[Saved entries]
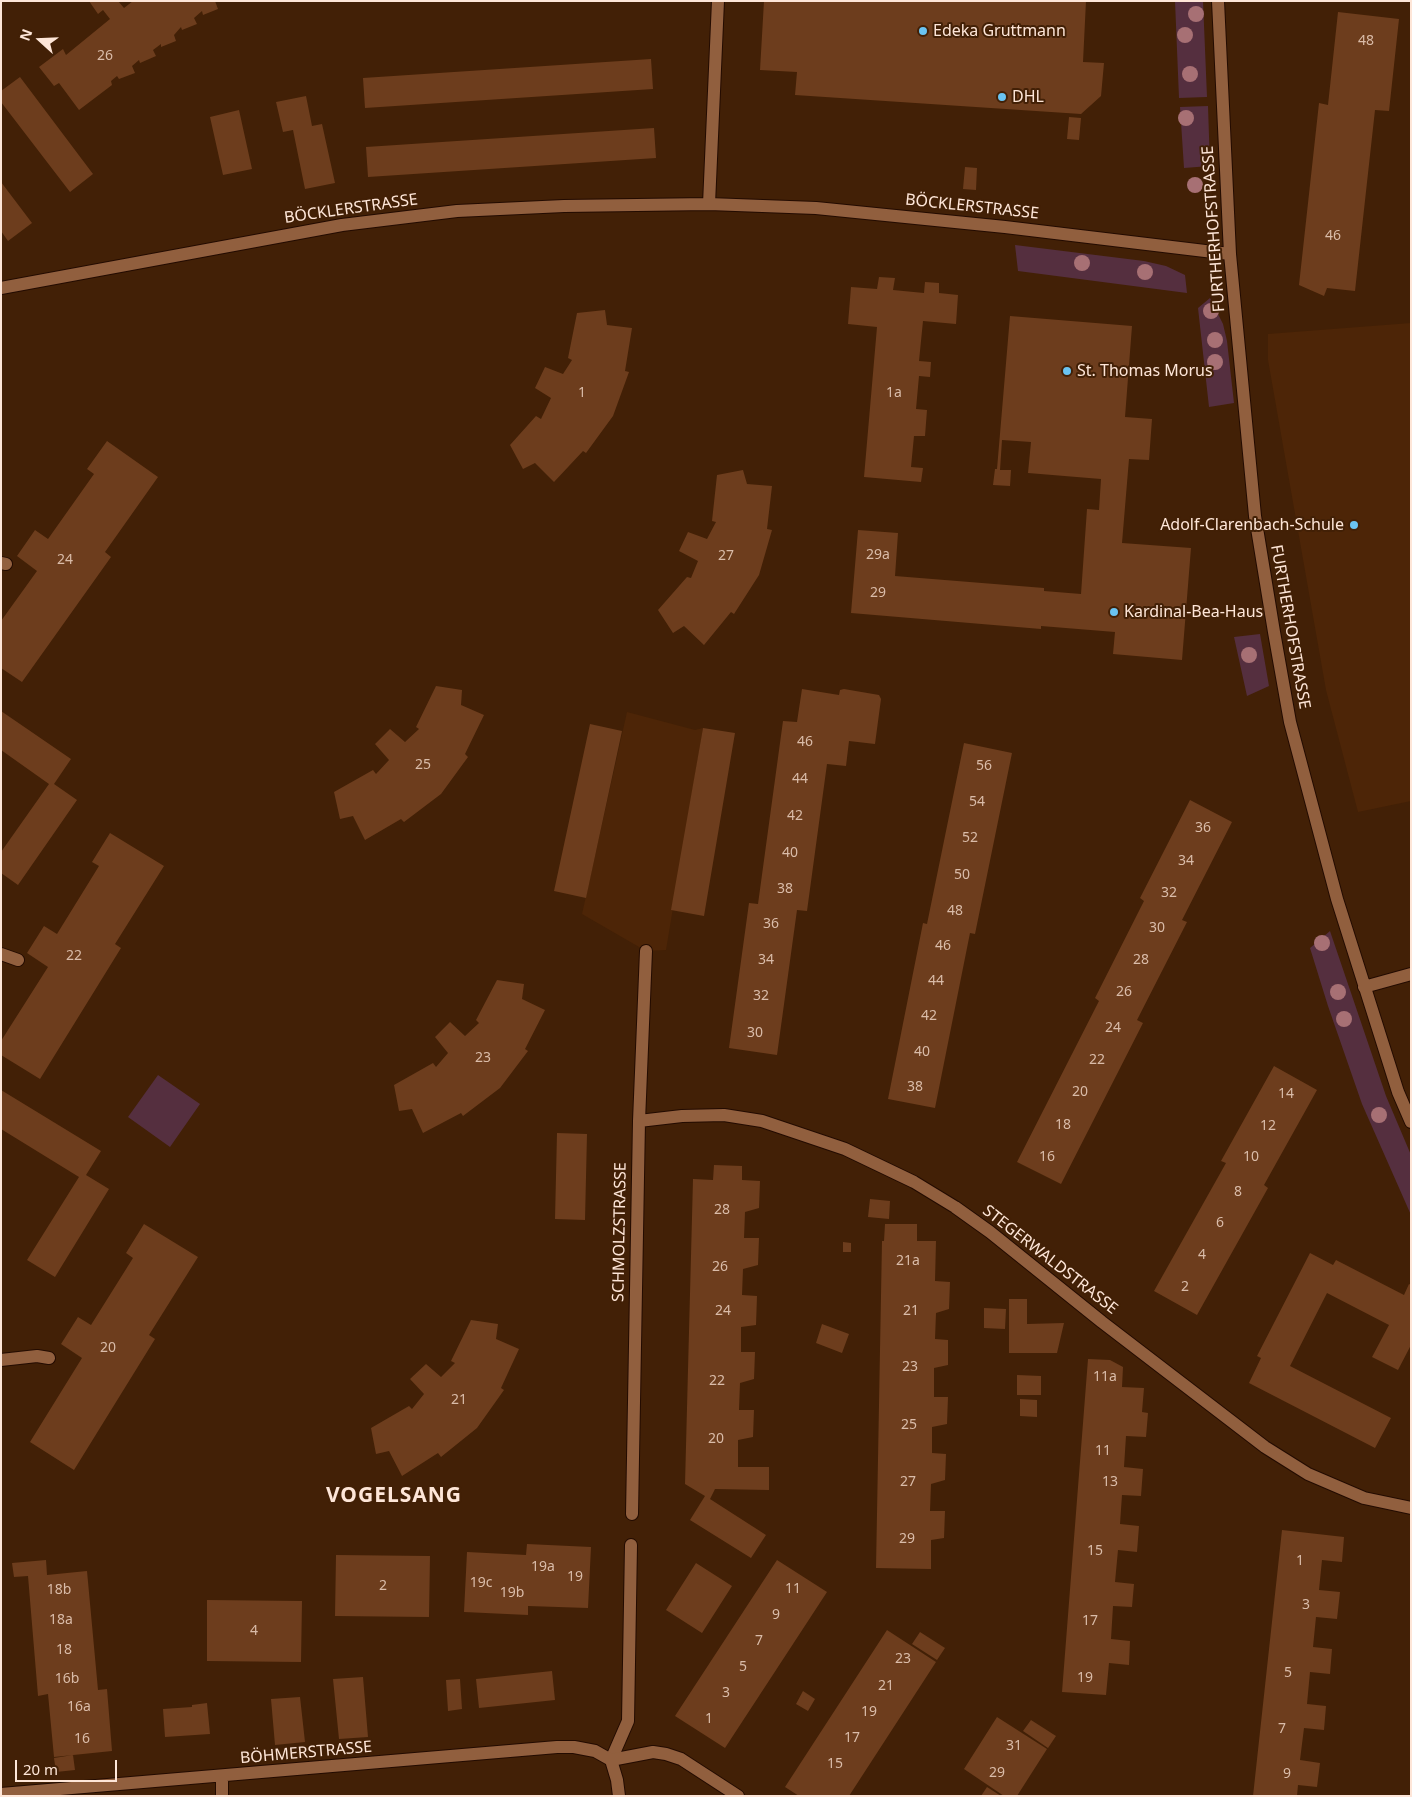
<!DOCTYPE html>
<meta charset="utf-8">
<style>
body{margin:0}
#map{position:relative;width:1412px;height:1797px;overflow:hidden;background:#422006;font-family:"Noto Sans",sans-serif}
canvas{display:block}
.frame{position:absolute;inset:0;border:2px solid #fee6d8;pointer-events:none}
.north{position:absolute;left:15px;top:15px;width:50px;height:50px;-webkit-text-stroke:4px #422006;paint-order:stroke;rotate:290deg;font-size:14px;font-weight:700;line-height:20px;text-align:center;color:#fee6d8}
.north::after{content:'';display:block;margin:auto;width:18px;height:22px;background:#fee6d8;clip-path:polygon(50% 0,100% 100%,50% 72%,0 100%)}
.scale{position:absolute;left:15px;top:1760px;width:102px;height:22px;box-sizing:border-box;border:2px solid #fee6d8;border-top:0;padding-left:6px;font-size:15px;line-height:18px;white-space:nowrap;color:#fee6d8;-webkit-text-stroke:4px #422006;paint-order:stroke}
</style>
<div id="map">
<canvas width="1412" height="1797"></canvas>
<div class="frame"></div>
<div class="north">N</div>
<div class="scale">20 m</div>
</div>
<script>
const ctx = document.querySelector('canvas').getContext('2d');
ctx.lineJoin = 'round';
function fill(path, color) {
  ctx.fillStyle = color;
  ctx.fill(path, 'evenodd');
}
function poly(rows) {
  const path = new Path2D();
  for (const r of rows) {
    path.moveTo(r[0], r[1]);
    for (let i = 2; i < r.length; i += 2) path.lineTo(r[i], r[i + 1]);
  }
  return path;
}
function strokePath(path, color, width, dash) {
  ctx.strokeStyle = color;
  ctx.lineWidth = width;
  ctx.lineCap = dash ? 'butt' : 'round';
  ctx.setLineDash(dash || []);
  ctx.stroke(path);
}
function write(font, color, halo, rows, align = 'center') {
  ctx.font = font + ' "Noto Sans",sans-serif';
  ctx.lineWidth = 4;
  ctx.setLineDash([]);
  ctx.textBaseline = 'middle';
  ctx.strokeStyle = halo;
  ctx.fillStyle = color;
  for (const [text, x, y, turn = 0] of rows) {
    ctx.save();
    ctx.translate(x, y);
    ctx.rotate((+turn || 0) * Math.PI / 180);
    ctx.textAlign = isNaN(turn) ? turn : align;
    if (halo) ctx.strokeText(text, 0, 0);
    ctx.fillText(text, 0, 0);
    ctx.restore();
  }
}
const built = poly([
 [1411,323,1411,801,1358,812,1326,690,1268,360,1268,334],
 [627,712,695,730,703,728,666,950,646,951,582,914]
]);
const green = poly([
 [1175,1,1203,1,1207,97,1179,98],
 [1208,106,1210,166,1184,168,1180,107],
 [1015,245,1144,261,1166,266,1185,275,1187,293,1018,271],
 [1210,298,1223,324,1227,341,1234,403,1209,407,1198,308],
 [1260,634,1269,686,1247,696,1234,637],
 [1330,931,1386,1096,1411,1155,1411,1215,1362,1104,1328,1006,1310,948],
 [158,1075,200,1104,170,1147,128,1117]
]);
const building = poly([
 [89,1,118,1,124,8,133,1,215,1,218,9,203,15,202,11,194,18,197,24,182,30,181,27,174,35,176,41,161,47,161,44,153,50,156,56,140,63,139,60,132,66,135,73,119,79,117,76,111,81,112,85,79,110,59,83,54,86,39,67,63,49,66,55,110,19,103,10,98,14],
 [764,1,1086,1,1083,62,1104,63,1101,96,1081,114,795,95,797,72,760,70],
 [1338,12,1399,19,1389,111,1375,110,1355,291,1327,288,1324,296,1299,285,1319,103,1328,105],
 [651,59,653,89,365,108,363,78],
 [20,77,93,174,70,192,1,102,1,91],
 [306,96,312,126,322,124,335,183,305,189,293,130,283,132,276,102],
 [239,110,252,169,223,175,210,117],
 [1069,117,1081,118,1079,140,1067,139],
 [654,128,656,158,368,177,366,147],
 [965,167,977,168,976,190,963,189],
 [1,182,32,223,8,241,1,231],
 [879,277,895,278,893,290,924,293,925,282,939,283,939,293,958,295,956,324,923,321,919,361,931,362,930,377,919,376,916,409,927,410,925,436,914,436,911,467,923,468,921,482,864,477,877,327,848,324,851,287,877,289],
 [605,310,607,325,632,328,625,371,629,372,613,416,586,453,583,451,554,482,535,463,523,469,510,445,536,416,541,419,551,398,535,388,545,367,563,374,572,360,568,358,577,313],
 [1010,316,1132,326,1125,417,1152,419,1149,460,1129,459,1122,543,1191,548,1182,660,1113,654,1115,632,1041,626,1041,629,851,613,858,530,898,533,895,576,1044,588,1044,591,1081,594,1087,509,1099,510,1101,479,1028,473,1031,442,1002,440,1000,470,1011,470,1010,486,993,485,995,469,997,469],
 [107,441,158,477,105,552,111,557,22,682,1,668,1,621,37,571,17,556,35,530,48,539,94,474,87,469],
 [743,470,747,484,772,486,767,529,772,530,759,575,734,614,731,612,704,645,684,626,673,633,658,610,687,577,691,578,698,561,679,551,688,532,707,539,716,522,712,521,717,475],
 [436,686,462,690,461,705,484,715,465,754,468,757,441,794,404,822,401,819,365,840,353,816,340,819,334,792,373,770,376,774,389,760,375,744,390,729,405,742,419,729,416,727],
 [802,689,839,695,840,690,844,689,879,695,881,699,875,744,849,741,846,766,827,764,807,911,797,910,777,1055,729,1048,749,903,758,904,783,721,797,722],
 [1,711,71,759,54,784,77,800,18,885,1,873,1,852,49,784,1,750],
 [590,724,622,731,586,898,554,891],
 [703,728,735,733,704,916,671,910],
 [964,743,1012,753,975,934,970,933,935,1108,888,1099,923,923,927,924],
 [1190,800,1232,822,1182,920,1187,922,1137,1020,1143,1023,1061,1184,1017,1162,1099,1001,1095,998,1144,901,1140,898],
 [110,833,164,866,115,944,121,948,40,1079,1,1055,1,1041,48,967,27,953,44,926,57,934,99,866,92,862],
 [497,980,524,984,522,999,545,1010,525,1049,528,1051,500,1088,463,1116,461,1113,423,1133,412,1109,399,1111,394,1085,433,1063,436,1067,448,1053,435,1037,450,1022,465,1036,479,1023,476,1020],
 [1274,1066,1317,1090,1264,1185,1268,1188,1197,1315,1154,1291,1226,1163,1221,1161],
 [1,1090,101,1151,86,1175,109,1189,55,1277,27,1260,79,1177,1,1129],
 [557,1133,587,1134,585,1220,555,1219],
 [714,1165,742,1166,742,1180,760,1181,759,1208,745,1212,744,1238,759,1238,758,1265,743,1269,742,1295,757,1296,756,1325,741,1327,741,1352,755,1352,754,1379,740,1383,739,1410,754,1410,753,1437,738,1440,738,1467,769,1467,769,1490,715,1489,710,1499,766,1535,751,1558,690,1520,705,1496,685,1484,693,1179,713,1180],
 [870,1199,890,1201,889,1219,868,1217],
 [144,1224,198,1257,149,1335,155,1339,74,1470,30,1442,82,1358,61,1344,78,1317,91,1325,133,1258,126,1253],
 [885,1224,917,1224,917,1241,936,1241,935,1281,950,1282,949,1309,936,1313,935,1339,948,1340,948,1365,934,1368,934,1397,948,1397,947,1424,932,1427,932,1453,946,1454,945,1480,931,1484,930,1511,945,1511,944,1538,931,1540,931,1569,876,1568,882,1241,884,1241],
 [843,1242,851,1243,851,1252,843,1252],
 [1310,1253,1333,1265,1336,1260,1404,1295,1409,1284,1411,1285,1411,1345,1398,1370,1372,1357,1389,1325,1327,1293,1290,1366,1391,1418,1375,1448,1249,1383,1261,1358,1257,1356],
 [1009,1299,1027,1299,1027,1324,1064,1323,1057,1353,1009,1353],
 [984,1308,1006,1309,1005,1329,984,1328],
 [471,1320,498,1324,496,1339,519,1349,501,1388,504,1390,477,1428,441,1457,438,1453,402,1476,389,1451,376,1454,371,1428,409,1406,412,1409,424,1394,410,1379,426,1364,441,1377,455,1363,451,1361],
 [822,1324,849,1334,842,1353,816,1343],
 [1088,1359,1110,1360,1123,1367,1122,1387,1144,1388,1142,1412,1148,1413,1146,1437,1126,1436,1124,1467,1143,1469,1141,1496,1122,1495,1120,1524,1139,1526,1137,1552,1118,1550,1115,1582,1134,1584,1132,1607,1113,1606,1111,1639,1130,1641,1129,1665,1109,1663,1106,1695,1062,1692],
 [1017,1375,1041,1376,1041,1395,1017,1395],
 [1020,1399,1037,1400,1037,1417,1020,1416],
 [1282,1530,1344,1537,1342,1562,1322,1560,1319,1590,1340,1592,1337,1619,1316,1617,1313,1647,1332,1649,1330,1674,1310,1672,1307,1704,1326,1706,1324,1730,1304,1728,1300,1760,1320,1763,1317,1787,1298,1785,1297,1796,1253,1796],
 [527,1544,591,1547,588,1608,528,1606,528,1615,464,1612,467,1552,526,1555],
 [336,1555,430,1556,429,1617,335,1616],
 [46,1560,47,1575,87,1571,98,1690,107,1689,112,1751,54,1757,48,1694,38,1696,28,1576,14,1577,12,1563],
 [777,1560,827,1592,725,1748,675,1716],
 [696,1563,732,1586,702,1633,666,1610],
 [207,1600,302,1601,301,1662,207,1661],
 [887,1630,936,1662,849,1796,799,1796,785,1787],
 [920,1632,945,1648,937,1660,912,1644],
 [552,1671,555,1700,479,1708,476,1679],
 [363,1677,368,1737,339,1739,333,1679],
 [460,1679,462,1709,448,1711,446,1680],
 [803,1691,815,1699,808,1711,796,1704],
 [300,1697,305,1742,275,1745,271,1699],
 [207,1703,210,1734,165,1737,163,1709,192,1707,192,1705],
 [997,1717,1047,1749,1017,1796,1004,1796,964,1769],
 [1031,1720,1056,1736,1048,1748,1023,1731],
 [73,1755,75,1770,56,1772,54,1758],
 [987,1787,1001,1796,981,1796]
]);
const lane = poly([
 [1,563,6,564],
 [1,954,18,960],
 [1,1360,37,1356,49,1358],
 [611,1760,628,1721,631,1545]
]);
const street = poly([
 [1218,1,1230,254,1255,516,1274,632,1290,722,1337,899,1398,1092,1411,1122],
 [709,204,718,1],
 [1,288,342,225,457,211,564,206,709,204,816,208,1005,227,1230,254],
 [1364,987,1411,974],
 [639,1121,682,1116,724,1115,762,1121,845,1149,914,1182,955,1207,990,1232,1102,1322,1265,1447,1308,1474,1364,1498,1411,1508],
 [632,1514,639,1121,646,951],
 [611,1760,653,1752,666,1754,681,1759,738,1796],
 [611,1760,617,1780,619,1796],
 [1,1794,557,1747,574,1747,595,1751,611,1760],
 [222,1796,222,1777]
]);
const trees = [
 [1196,14],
 [1185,35],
 [1190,74],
 [1186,118],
 [1195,185],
 [1082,263],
 [1145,272],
 [1211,311],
 [1215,340],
 [1215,362],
 [1249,655],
 [1322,943],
 [1338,992],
 [1344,1019],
 [1379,1115]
];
const markers = [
 [923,31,5,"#6ac3f1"],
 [1002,97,5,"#6ac3f1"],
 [1067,371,5,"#6ac3f1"],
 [1354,525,5,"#6ac3f1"],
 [1114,612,5,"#6ac3f1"]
];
const numberNames = [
 ["48",1366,41],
 ["26",105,56],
 ["46",1333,236],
 ["1",582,393],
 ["1a",894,393],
 ["29a",878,555],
 ["27",726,556],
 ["24",65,560],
 ["29",878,593],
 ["46",805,742],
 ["25",423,765],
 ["56",984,766],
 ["44",800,779],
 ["54",977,802],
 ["42",795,816],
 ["36",1203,828],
 ["52",970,838],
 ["40",790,853],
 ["34",1186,861],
 ["50",962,875],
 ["38",785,889],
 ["32",1169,893],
 ["48",955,911],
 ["36",771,924],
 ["30",1157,928],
 ["46",943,946],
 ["22",74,956],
 ["34",766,960],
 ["28",1141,960],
 ["44",936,981],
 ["26",1124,992],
 ["32",761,996],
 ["42",929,1016],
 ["24",1113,1028],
 ["30",755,1033],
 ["40",922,1052],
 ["23",483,1058],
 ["22",1097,1060],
 ["38",915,1087],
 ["20",1080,1092],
 ["14",1286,1094],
 ["18",1063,1125],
 ["12",1268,1126],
 ["16",1047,1157],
 ["10",1251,1157],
 ["8",1238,1192],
 ["28",722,1210],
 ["6",1220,1223],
 ["4",1202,1255],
 ["21a",908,1261],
 ["26",720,1267],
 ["2",1185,1287],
 ["24",723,1311],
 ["21",911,1311],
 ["20",108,1348],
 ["23",910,1367],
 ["11a",1105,1377],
 ["22",717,1381],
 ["21",459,1400],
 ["25",909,1425],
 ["20",716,1439],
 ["11",1103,1451],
 ["27",908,1482],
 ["13",1110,1482],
 ["29",907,1539],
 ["15",1095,1551],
 ["1",1300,1561],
 ["19a",543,1567],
 ["19",575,1577],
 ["19c",481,1583],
 ["2",383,1586],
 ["11",793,1589],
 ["18b",59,1590],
 ["19b",512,1593],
 ["3",1306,1605],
 ["9",776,1615],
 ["18a",61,1620],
 ["17",1090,1621],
 ["4",254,1631],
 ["7",759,1641],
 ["18",64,1650],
 ["23",903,1659],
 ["5",743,1667],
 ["5",1288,1673],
 ["19",1085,1678],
 ["16b",67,1679],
 ["21",886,1686],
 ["3",726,1693],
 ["16a",79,1707],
 ["19",869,1712],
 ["1",709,1719],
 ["7",1282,1729],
 ["17",852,1738],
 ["16",82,1739],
 ["31",1014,1746],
 ["15",835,1764],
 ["29",997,1773],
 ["9",1287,1774]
];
const poiNames = [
 ["Edeka Gruttmann",933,31],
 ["DHL",1012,97],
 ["St. Thomas Morus",1077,371],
 ["Adolf-Clarenbach-Schule",1344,525,"right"],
 ["Kardinal-Bea-Haus",1124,612]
];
const streetNames = [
 ["BÖCKLERSTRASSE",972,207,6],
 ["BÖCKLERSTRASSE",351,209,-8],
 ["FURTHERHOFSTRASSE",1214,229,-94],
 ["FURTHERHOFSTRASSE",1290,627,80],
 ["SCHMOLZSTRASSE",620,1232,-89],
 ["STEGERWALDSTRASSE",1050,1260,38],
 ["BÖHMERSTRASSE",306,1753,-5]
];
const districtNames = [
 ["VOGELSANG",394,1496]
];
fill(built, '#4d2507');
fill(green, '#552f3f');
fill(building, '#6d3d1d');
strokePath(lane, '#230b00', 14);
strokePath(street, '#230b00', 14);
strokePath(lane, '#915f3e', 12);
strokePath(street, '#915f3e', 12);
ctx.fillStyle = '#a77074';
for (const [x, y] of trees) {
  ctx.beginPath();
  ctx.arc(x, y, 8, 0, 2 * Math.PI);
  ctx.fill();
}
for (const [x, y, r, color] of markers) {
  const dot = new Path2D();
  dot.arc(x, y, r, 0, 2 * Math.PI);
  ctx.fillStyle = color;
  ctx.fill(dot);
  strokePath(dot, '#422006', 2);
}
write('14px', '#dabca9', null, numberNames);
write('16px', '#fee6d8', '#422006', poiNames, 'left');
write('16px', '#fee6d8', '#422006', streetNames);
ctx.letterSpacing = '1px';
write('bold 21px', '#fee6d8', '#422006', districtNames);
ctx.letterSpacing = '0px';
</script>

> _Exercise details_: Begin at the line that has "for (const [text, x, y, turn" in the entries above; stop after the line that has "[627,712,695,730,703,728,666,950,646,951,582,914]". Transcribe exactly those lines and no others.

> _Expected answer_:
  for (const [text, x, y, turn = 0] of rows) {
    ctx.save();
    ctx.translate(x, y);
    ctx.rotate((+turn || 0) * Math.PI / 180);
    ctx.textAlign = isNaN(turn) ? turn : align;
    if (halo) ctx.strokeText(text, 0, 0);
    ctx.fillText(text, 0, 0);
    ctx.restore();
  }
}
const built = poly([
 [1411,323,1411,801,1358,812,1326,690,1268,360,1268,334],
 [627,712,695,730,703,728,666,950,646,951,582,914]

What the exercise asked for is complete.